The fact that CCI-779 induced tumor regression at relatively nontoxic doses is noteworthy, he said, because it suggests that the optimal therapeutic dose of CCI-779 may be lower than the maximum-tolerated dose. Since clinical responses have been seen at a variety of doses, definition of the biologically active dose would require further research, he noted.
Dr. Hidalgo suggested that trials focusing solely on tumor regression may not be optimal for this new class of compounds and for other rationally developed agents in which tumor growth inhibition and delay are the predominant therapeutic effects. Other endpoints and surrogate markers such as inhibition of the target may prove more useful in determining efficacy.
Another promising aspect of CCI-779 is the potential to target therapy to subsets likely to benefit due to alterations in genes involved in the signal transduction pathway and/or cell cycle regulation mechanisms inhibited by the agent. These subsets may include patients with mutations of the PTEN tumor-suppressor gene or the cell proteins pRB, p16, p27, and cyclin D1.
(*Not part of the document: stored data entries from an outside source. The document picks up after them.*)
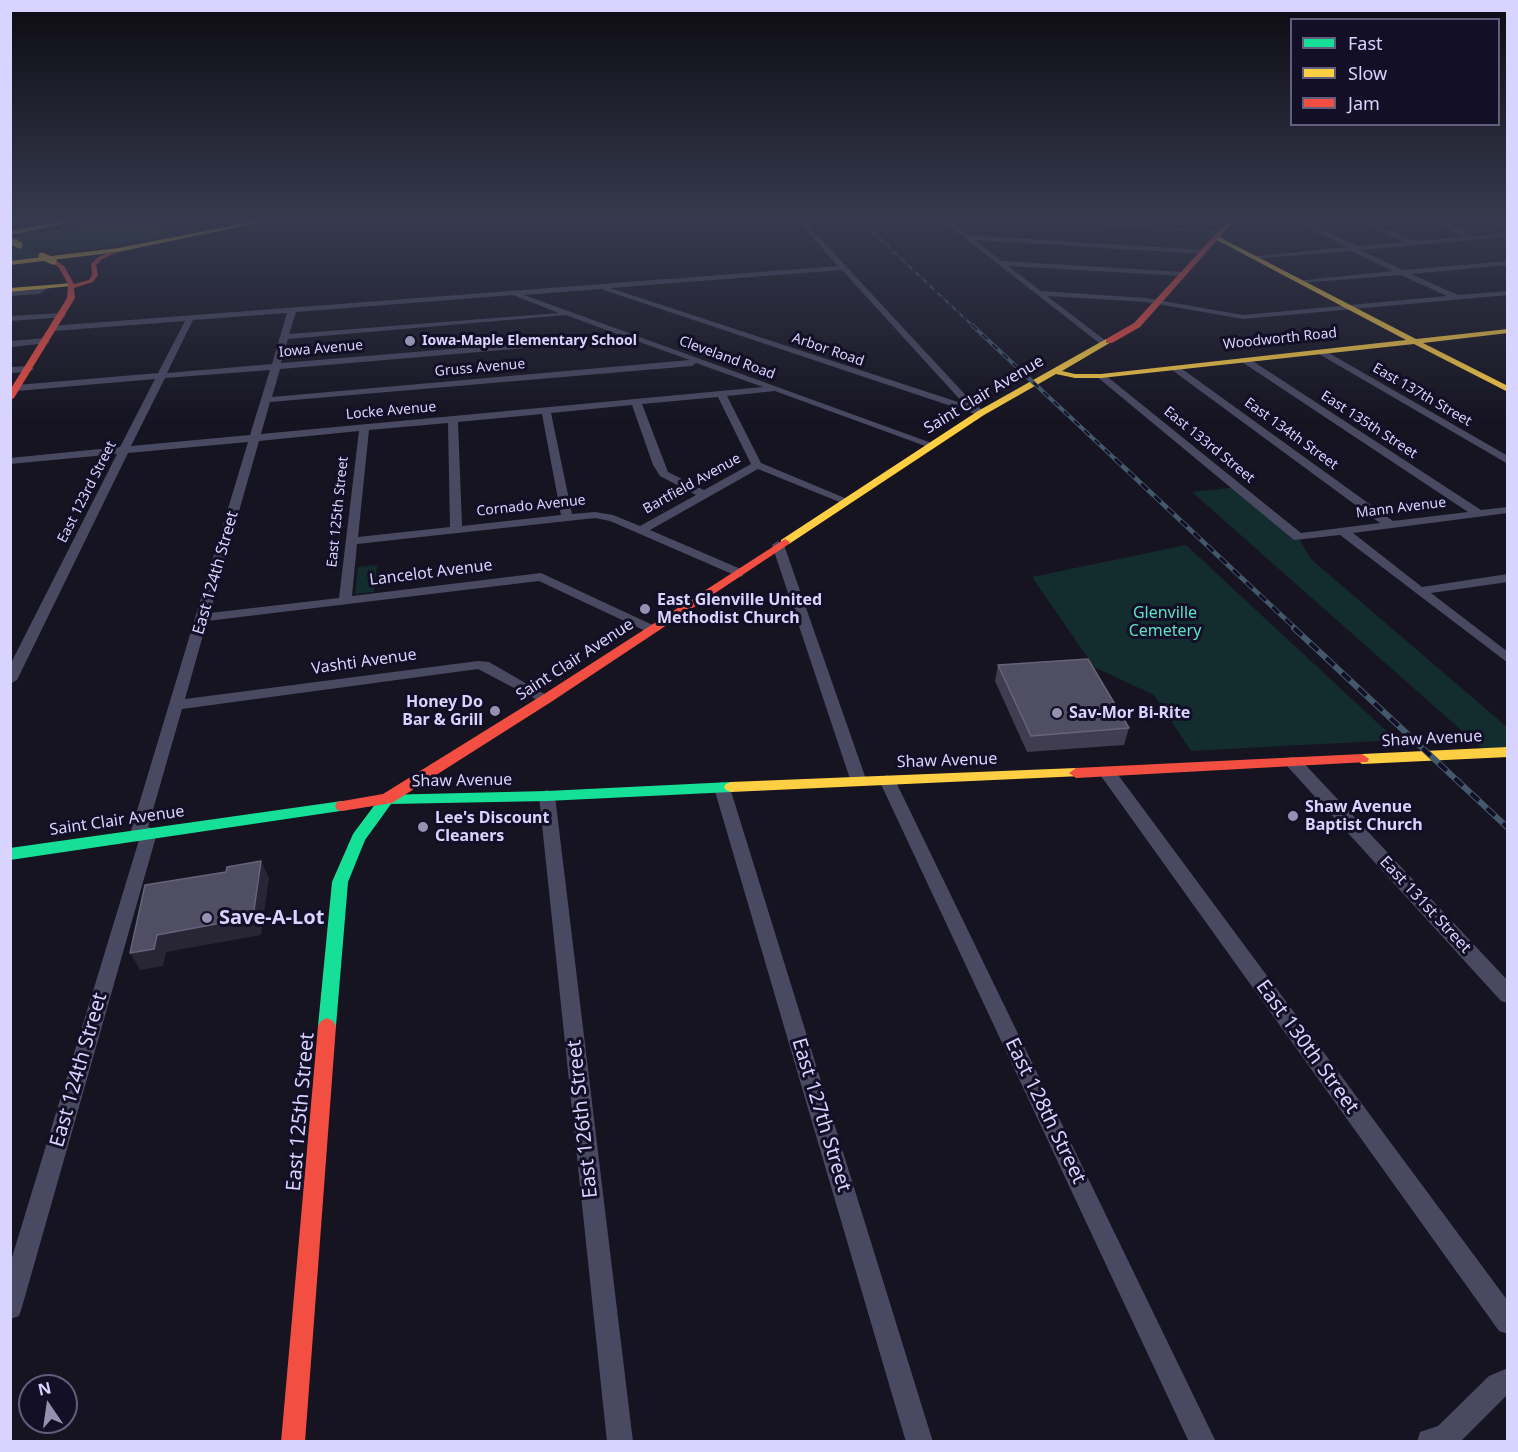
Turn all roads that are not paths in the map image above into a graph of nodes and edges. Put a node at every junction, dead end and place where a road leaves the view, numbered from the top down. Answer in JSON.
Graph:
{"nodes":[{"id":1,"x":31,"y":289,"type":"edge"},
{"id":2,"x":72,"y":289,"type":"edge"},
{"id":3,"x":578,"y":289,"type":"edge"},
{"id":4,"x":605,"y":289,"type":"edge"},
{"id":5,"x":863,"y":289,"type":"edge"},
{"id":6,"x":1033,"y":289,"type":"edge"},
{"id":7,"x":1169,"y":289,"type":"edge"},
{"id":8,"x":1314,"y":289,"type":"edge"},
{"id":9,"x":1437,"y":289,"type":"edge"},
{"id":10,"x":10,"y":290,"type":"edge"},
{"id":11,"x":1039,"y":293,"type":"junction"},
{"id":12,"x":1508,"y":293,"type":"edge"},
{"id":13,"x":514,"y":294,"type":"junction"},
{"id":14,"x":1457,"y":298,"type":"junction"},
{"id":15,"x":1157,"y":302,"type":"junction"},
{"id":16,"x":1352,"y":309,"type":"junction"},
{"id":17,"x":292,"y":311,"type":"junction"},
{"id":18,"x":62,"y":315,"type":"junction"},
{"id":19,"x":567,"y":315,"type":"junction"},
{"id":20,"x":190,"y":318,"type":"junction"},
{"id":21,"x":10,"y":319,"type":"edge"},
{"id":22,"x":54,"y":328,"type":"junction"},
{"id":23,"x":1508,"y":331,"type":"edge"},
{"id":24,"x":284,"y":337,"type":"junction"},
{"id":25,"x":628,"y":337,"type":"junction"},
{"id":26,"x":46,"y":341,"type":"junction"},
{"id":27,"x":1415,"y":341,"type":"junction"},
{"id":28,"x":1103,"y":343,"type":"junction"},
{"id":29,"x":10,"y":344,"type":"edge"},
{"id":30,"x":1322,"y":352,"type":"junction"},
{"id":31,"x":1245,"y":360,"type":"junction"},
{"id":32,"x":698,"y":362,"type":"junction"},
{"id":33,"x":275,"y":367,"type":"junction"},
{"id":34,"x":1175,"y":368,"type":"junction"},
{"id":35,"x":29,"y":369,"type":"junction"},
{"id":36,"x":10,"y":370,"type":"edge"},
{"id":37,"x":1056,"y":372,"type":"junction"},
{"id":38,"x":161,"y":376,"type":"junction"},
{"id":39,"x":1101,"y":376,"type":"junction"},
{"id":40,"x":1504,"y":386,"type":"edge"},
{"id":41,"x":773,"y":389,"type":"junction"},
{"id":42,"x":14,"y":393,"type":"edge"},
{"id":43,"x":722,"y":394,"type":"junction"},
{"id":44,"x":265,"y":400,"type":"junction"},
{"id":45,"x":636,"y":402,"type":"junction"},
{"id":46,"x":546,"y":411,"type":"junction"},
{"id":47,"x":981,"y":413,"type":"junction"},
{"id":48,"x":453,"y":419,"type":"junction"},
{"id":49,"x":364,"y":428,"type":"junction"},
{"id":50,"x":254,"y":438,"type":"junction"},
{"id":51,"x":932,"y":445,"type":"junction"},
{"id":52,"x":124,"y":450,"type":"junction"},
{"id":53,"x":10,"y":461,"type":"edge"},
{"id":54,"x":1508,"y":461,"type":"edge"},
{"id":55,"x":757,"y":465,"type":"junction"},
{"id":56,"x":703,"y":494,"type":"junction"},
{"id":57,"x":846,"y":501,"type":"junction"},
{"id":58,"x":1508,"y":510,"type":"edge"},
{"id":59,"x":1479,"y":514,"type":"junction"},
{"id":60,"x":567,"y":516,"type":"junction"},
{"id":61,"x":1390,"y":525,"type":"junction"},
{"id":62,"x":456,"y":529,"type":"junction"},
{"id":63,"x":641,"y":530,"type":"junction"},
{"id":64,"x":1342,"y":531,"type":"junction"},
{"id":65,"x":1298,"y":537,"type":"joint"},
{"id":66,"x":351,"y":541,"type":"junction"},
{"id":67,"x":778,"y":545,"type":"junction"},
{"id":68,"x":739,"y":573,"type":"junction"},
{"id":69,"x":1508,"y":578,"type":"edge"},
{"id":70,"x":1419,"y":591,"type":"junction"},
{"id":71,"x":345,"y":600,"type":"junction"},
{"id":72,"x":203,"y":618,"type":"junction"},
{"id":73,"x":652,"y":630,"type":"junction"},
{"id":74,"x":1508,"y":659,"type":"edge"},
{"id":75,"x":10,"y":680,"type":"edge"},
{"id":76,"x":546,"y":699,"type":"junction"},
{"id":77,"x":178,"y":705,"type":"junction"},
{"id":78,"x":1508,"y":752,"type":"edge"},
{"id":79,"x":1293,"y":762,"type":"junction"},
{"id":80,"x":1107,"y":772,"type":"junction"},
{"id":81,"x":887,"y":780,"type":"junction"},
{"id":82,"x":859,"y":782,"type":"junction"},
{"id":83,"x":722,"y":788,"type":"junction"},
{"id":84,"x":547,"y":796,"type":"junction"},
{"id":85,"x":387,"y":799,"type":"junction"},
{"id":86,"x":143,"y":833,"type":"junction"},
{"id":87,"x":10,"y":854,"type":"edge"},
{"id":88,"x":1508,"y":995,"type":"edge"},
{"id":89,"x":10,"y":1306,"type":"edge"},
{"id":90,"x":1508,"y":1322,"type":"edge"},
{"id":91,"x":1508,"y":1381,"type":"edge"},
{"id":92,"x":293,"y":1442,"type":"edge"},
{"id":93,"x":620,"y":1442,"type":"edge"},
{"id":94,"x":920,"y":1442,"type":"edge"},
{"id":95,"x":1203,"y":1442,"type":"edge"},
{"id":96,"x":1430,"y":1442,"type":"edge"}],
"edges":[{"from":1,"to":10,"type":"main road"},
{"from":2,"to":18,"type":"main road"},
{"from":3,"to":13,"type":"street"},
{"from":4,"to":47,"type":"street","name":"Arbor Road"},
{"from":5,"to":47,"type":"street"},
{"from":6,"to":11,"type":"street"},
{"from":7,"to":15,"type":"main road","name":"Saint Clair Avenue"},
{"from":8,"to":16,"type":"main road"},
{"from":9,"to":14,"type":"street"},
{"from":11,"to":15,"type":"street"},
{"from":11,"to":28,"type":"street"},
{"from":12,"to":14,"type":"street"},
{"from":13,"to":17,"type":"street"},
{"from":13,"to":19,"type":"street","name":"Cleveland Road"},
{"from":14,"to":16,"type":"street"},
{"from":15,"to":16,"type":"street"},
{"from":15,"to":28,"type":"main road","name":"Saint Clair Avenue"},
{"from":16,"to":27,"type":"main road"},
{"from":17,"to":20,"type":"street"},
{"from":17,"to":24,"type":"street","name":"East 124th Street"},
{"from":18,"to":21,"type":"street"},
{"from":18,"to":22,"type":"main road"},
{"from":19,"to":24,"type":"street"},
{"from":19,"to":25,"type":"street","name":"Cleveland Road"},
{"from":20,"to":22,"type":"street"},
{"from":20,"to":38,"type":"street","name":"East 123rd Street"},
{"from":22,"to":26,"type":"main road"},
{"from":23,"to":27,"type":"main road","name":"Woodworth Road"},
{"from":24,"to":33,"type":"street","name":"East 124th Street"},
{"from":25,"to":32,"type":"street","name":"Cleveland Road"},
{"from":25,"to":33,"type":"street","name":"Iowa Avenue"},
{"from":26,"to":29,"type":"street"},
{"from":26,"to":35,"type":"main road"},
{"from":27,"to":30,"type":"main road","name":"Woodworth Road"},
{"from":27,"to":40,"type":"main road"},
{"from":28,"to":37,"type":"main road","name":"Saint Clair Avenue"},
{"from":30,"to":31,"type":"main road","name":"Woodworth Road"},
{"from":30,"to":54,"type":"street","name":"East 137th Street"},
{"from":31,"to":34,"type":"main road","name":"Woodworth Road"},
{"from":31,"to":59,"type":"street","name":"East 135th Street"},
{"from":32,"to":41,"type":"street","name":"Cleveland Road"},
{"from":32,"to":44,"type":"street","name":"Gruss Avenue"},
{"from":33,"to":38,"type":"street","name":"Iowa Avenue"},
{"from":33,"to":44,"type":"street","name":"East 124th Street"},
{"from":34,"to":39,"type":"main road","name":"Woodworth Road"},
{"from":34,"to":61,"type":"street","name":"East 134th Street"},
{"from":35,"to":36,"type":"street"},
{"from":35,"to":42,"type":"main road"},
{"from":37,"to":39,"type":"main road","name":"Woodworth Road"},
{"from":37,"to":47,"type":"main road","name":"Saint Clair Avenue"},
{"from":38,"to":42,"type":"street","name":"Iowa Avenue"},
{"from":38,"to":52,"type":"street","name":"East 123rd Street"},
{"from":39,"to":65,"type":"street","name":"East 133rd Street"},
{"from":41,"to":43,"type":"street","name":"Locke Avenue"},
{"from":41,"to":51,"type":"street","name":"Cleveland Road"},
{"from":43,"to":45,"type":"street","name":"Locke Avenue"},
{"from":43,"to":55,"type":"street"},
{"from":44,"to":50,"type":"street","name":"East 124th Street"},
{"from":45,"to":46,"type":"street","name":"Locke Avenue"},
{"from":45,"to":56,"type":"street"},
{"from":46,"to":48,"type":"street","name":"Locke Avenue"},
{"from":46,"to":60,"type":"street"},
{"from":47,"to":51,"type":"main road","name":"Saint Clair Avenue"},
{"from":48,"to":49,"type":"street","name":"Locke Avenue"},
{"from":48,"to":62,"type":"street"},
{"from":49,"to":50,"type":"street","name":"Locke Avenue"},
{"from":49,"to":66,"type":"street","name":"East 125th Street"},
{"from":50,"to":52,"type":"street","name":"Locke Avenue"},
{"from":50,"to":72,"type":"street","name":"East 124th Street"},
{"from":51,"to":57,"type":"main road","name":"Saint Clair Avenue"},
{"from":52,"to":53,"type":"street","name":"Locke Avenue"},
{"from":52,"to":75,"type":"street","name":"East 123rd Street"},
{"from":55,"to":56,"type":"street","name":"Bartfield Avenue"},
{"from":55,"to":57,"type":"street"},
{"from":56,"to":63,"type":"street","name":"Bartfield Avenue"},
{"from":57,"to":67,"type":"main road","name":"Saint Clair Avenue"},
{"from":58,"to":59,"type":"street","name":"Mann Avenue"},
{"from":59,"to":61,"type":"street","name":"Mann Avenue"},
{"from":60,"to":62,"type":"street","name":"Cornado Avenue"},
{"from":60,"to":63,"type":"street","name":"Cornado Avenue"},
{"from":61,"to":64,"type":"street","name":"Mann Avenue"},
{"from":62,"to":66,"type":"street","name":"Cornado Avenue"},
{"from":63,"to":68,"type":"street","name":"Cornado Avenue"},
{"from":64,"to":65,"type":"street","name":"Mann Avenue"},
{"from":64,"to":70,"type":"street"},
{"from":66,"to":71,"type":"street","name":"East 125th Street"},
{"from":67,"to":68,"type":"main road","name":"Saint Clair Avenue"},
{"from":67,"to":82,"type":"street"},
{"from":68,"to":73,"type":"main road","name":"Saint Clair Avenue"},
{"from":69,"to":70,"type":"street"},
{"from":70,"to":74,"type":"street"},
{"from":71,"to":72,"type":"street","name":"Lancelot Avenue"},
{"from":71,"to":73,"type":"street","name":"Lancelot Avenue"},
{"from":72,"to":77,"type":"street","name":"East 124th Street"},
{"from":73,"to":76,"type":"main road","name":"Saint Clair Avenue"},
{"from":76,"to":77,"type":"street","name":"Vashti Avenue"},
{"from":76,"to":85,"type":"main road","name":"Saint Clair Avenue"},
{"from":77,"to":86,"type":"street","name":"East 124th Street"},
{"from":78,"to":79,"type":"main road","name":"Shaw Avenue"},
{"from":79,"to":80,"type":"main road","name":"Shaw Avenue"},
{"from":79,"to":88,"type":"street","name":"East 131st Street"},
{"from":80,"to":81,"type":"main road","name":"Shaw Avenue"},
{"from":80,"to":90,"type":"street","name":"East 130th Street"},
{"from":81,"to":82,"type":"main road","name":"Shaw Avenue"},
{"from":81,"to":95,"type":"street","name":"East 128th Street"},
{"from":82,"to":83,"type":"main road","name":"Shaw Avenue"},
{"from":83,"to":84,"type":"main road","name":"Shaw Avenue"},
{"from":83,"to":94,"type":"street","name":"East 127th Street"},
{"from":84,"to":85,"type":"main road","name":"Shaw Avenue"},
{"from":84,"to":93,"type":"street","name":"East 126th Street"},
{"from":85,"to":86,"type":"main road","name":"Saint Clair Avenue"},
{"from":85,"to":92,"type":"main road","name":"East 125th Street"},
{"from":86,"to":87,"type":"main road","name":"Saint Clair Avenue"},
{"from":86,"to":89,"type":"street","name":"East 124th Street"},
{"from":91,"to":96,"type":"street"}]}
CCI-779 is currently in clinical trials for glioblastoma, and efficacy studies in a broad range of tumor types are planned. Accrual has been completed on a phase II study in patients with refractory renal cell cancer. Phase I studies evaluating the feasibility of CCI-779 administration in combination with gemcitabine(Drug information on gemcitabine) (Gemzar) and fluorouracil(Drug information on fluorouracil) have also been initiated. Dr. Hidalgo noted that an oral formulation of the agent is in early clinical development.